[Records for the exercise — start]

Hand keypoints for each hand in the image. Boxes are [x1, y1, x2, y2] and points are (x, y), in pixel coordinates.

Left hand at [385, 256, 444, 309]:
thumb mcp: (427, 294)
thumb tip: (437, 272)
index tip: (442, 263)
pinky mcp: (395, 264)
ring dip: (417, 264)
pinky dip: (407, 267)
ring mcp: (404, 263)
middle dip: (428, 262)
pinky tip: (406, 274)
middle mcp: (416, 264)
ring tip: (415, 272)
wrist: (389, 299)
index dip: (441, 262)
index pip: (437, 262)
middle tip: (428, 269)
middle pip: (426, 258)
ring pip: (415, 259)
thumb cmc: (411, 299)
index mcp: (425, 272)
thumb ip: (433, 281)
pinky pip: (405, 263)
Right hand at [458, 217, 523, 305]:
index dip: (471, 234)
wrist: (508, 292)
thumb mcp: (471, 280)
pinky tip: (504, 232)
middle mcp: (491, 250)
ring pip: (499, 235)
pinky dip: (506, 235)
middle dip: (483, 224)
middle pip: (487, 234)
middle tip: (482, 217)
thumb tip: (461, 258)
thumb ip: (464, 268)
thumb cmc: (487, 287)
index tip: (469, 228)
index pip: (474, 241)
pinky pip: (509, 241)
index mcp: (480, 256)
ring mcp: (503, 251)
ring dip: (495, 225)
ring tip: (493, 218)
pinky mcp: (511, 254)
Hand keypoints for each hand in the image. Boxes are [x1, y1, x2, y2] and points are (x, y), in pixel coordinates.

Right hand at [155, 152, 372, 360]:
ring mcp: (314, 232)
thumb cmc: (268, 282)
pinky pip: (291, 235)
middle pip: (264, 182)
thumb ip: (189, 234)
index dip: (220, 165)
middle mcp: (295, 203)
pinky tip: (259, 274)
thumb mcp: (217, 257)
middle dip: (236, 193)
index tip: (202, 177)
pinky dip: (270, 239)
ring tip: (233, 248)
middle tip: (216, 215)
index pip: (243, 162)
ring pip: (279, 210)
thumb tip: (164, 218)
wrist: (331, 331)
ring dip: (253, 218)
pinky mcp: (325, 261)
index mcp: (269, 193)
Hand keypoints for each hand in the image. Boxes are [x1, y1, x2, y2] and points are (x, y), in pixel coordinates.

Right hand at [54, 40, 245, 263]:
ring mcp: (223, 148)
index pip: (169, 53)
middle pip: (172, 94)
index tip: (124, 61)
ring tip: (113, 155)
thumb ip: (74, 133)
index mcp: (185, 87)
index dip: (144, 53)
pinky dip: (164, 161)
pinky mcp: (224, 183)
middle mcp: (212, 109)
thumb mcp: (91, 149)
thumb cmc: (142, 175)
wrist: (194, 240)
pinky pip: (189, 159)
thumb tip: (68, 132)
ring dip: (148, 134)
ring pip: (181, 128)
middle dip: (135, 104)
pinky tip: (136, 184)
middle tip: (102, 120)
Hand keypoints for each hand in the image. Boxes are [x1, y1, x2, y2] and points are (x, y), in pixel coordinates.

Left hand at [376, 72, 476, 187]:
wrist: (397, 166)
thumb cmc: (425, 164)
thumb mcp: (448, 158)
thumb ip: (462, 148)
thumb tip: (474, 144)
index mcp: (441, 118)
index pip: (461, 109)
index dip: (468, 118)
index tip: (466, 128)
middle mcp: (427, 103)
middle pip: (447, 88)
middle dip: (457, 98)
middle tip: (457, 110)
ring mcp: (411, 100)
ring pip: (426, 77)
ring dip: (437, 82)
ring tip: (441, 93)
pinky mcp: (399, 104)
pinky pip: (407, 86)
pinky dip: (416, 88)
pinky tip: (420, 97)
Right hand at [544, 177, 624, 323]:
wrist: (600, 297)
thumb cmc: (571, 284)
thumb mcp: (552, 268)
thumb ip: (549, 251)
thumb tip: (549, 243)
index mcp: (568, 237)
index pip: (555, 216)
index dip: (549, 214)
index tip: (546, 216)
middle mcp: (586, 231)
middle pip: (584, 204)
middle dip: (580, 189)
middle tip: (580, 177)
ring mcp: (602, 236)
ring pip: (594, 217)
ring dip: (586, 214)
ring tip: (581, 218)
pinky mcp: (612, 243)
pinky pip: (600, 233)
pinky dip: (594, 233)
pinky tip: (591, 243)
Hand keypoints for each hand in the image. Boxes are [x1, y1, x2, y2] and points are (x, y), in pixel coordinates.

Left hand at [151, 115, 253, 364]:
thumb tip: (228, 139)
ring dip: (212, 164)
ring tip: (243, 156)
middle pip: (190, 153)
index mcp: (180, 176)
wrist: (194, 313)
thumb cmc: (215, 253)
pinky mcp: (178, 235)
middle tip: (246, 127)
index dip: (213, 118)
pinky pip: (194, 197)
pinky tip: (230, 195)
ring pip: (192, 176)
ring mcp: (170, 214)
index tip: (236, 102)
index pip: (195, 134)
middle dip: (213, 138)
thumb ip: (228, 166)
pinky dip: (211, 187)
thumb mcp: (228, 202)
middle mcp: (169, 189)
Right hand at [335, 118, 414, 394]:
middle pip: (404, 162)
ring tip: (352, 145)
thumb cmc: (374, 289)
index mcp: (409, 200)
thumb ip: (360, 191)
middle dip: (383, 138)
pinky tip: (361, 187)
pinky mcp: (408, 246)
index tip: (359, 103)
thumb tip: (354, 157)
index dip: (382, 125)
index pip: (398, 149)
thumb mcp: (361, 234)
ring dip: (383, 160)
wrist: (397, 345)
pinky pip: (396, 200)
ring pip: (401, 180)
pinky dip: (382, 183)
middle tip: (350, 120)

[Records for the exercise — finish]

-- Your instructions --
Whenever "Right" occurs in a line above, copy that line.

-- Expected answer --
Right hand at [458, 217, 523, 305]:
Right hand at [155, 152, 372, 360]:
Right hand at [54, 40, 245, 263]:
Right hand at [544, 177, 624, 323]:
Right hand at [335, 118, 414, 394]:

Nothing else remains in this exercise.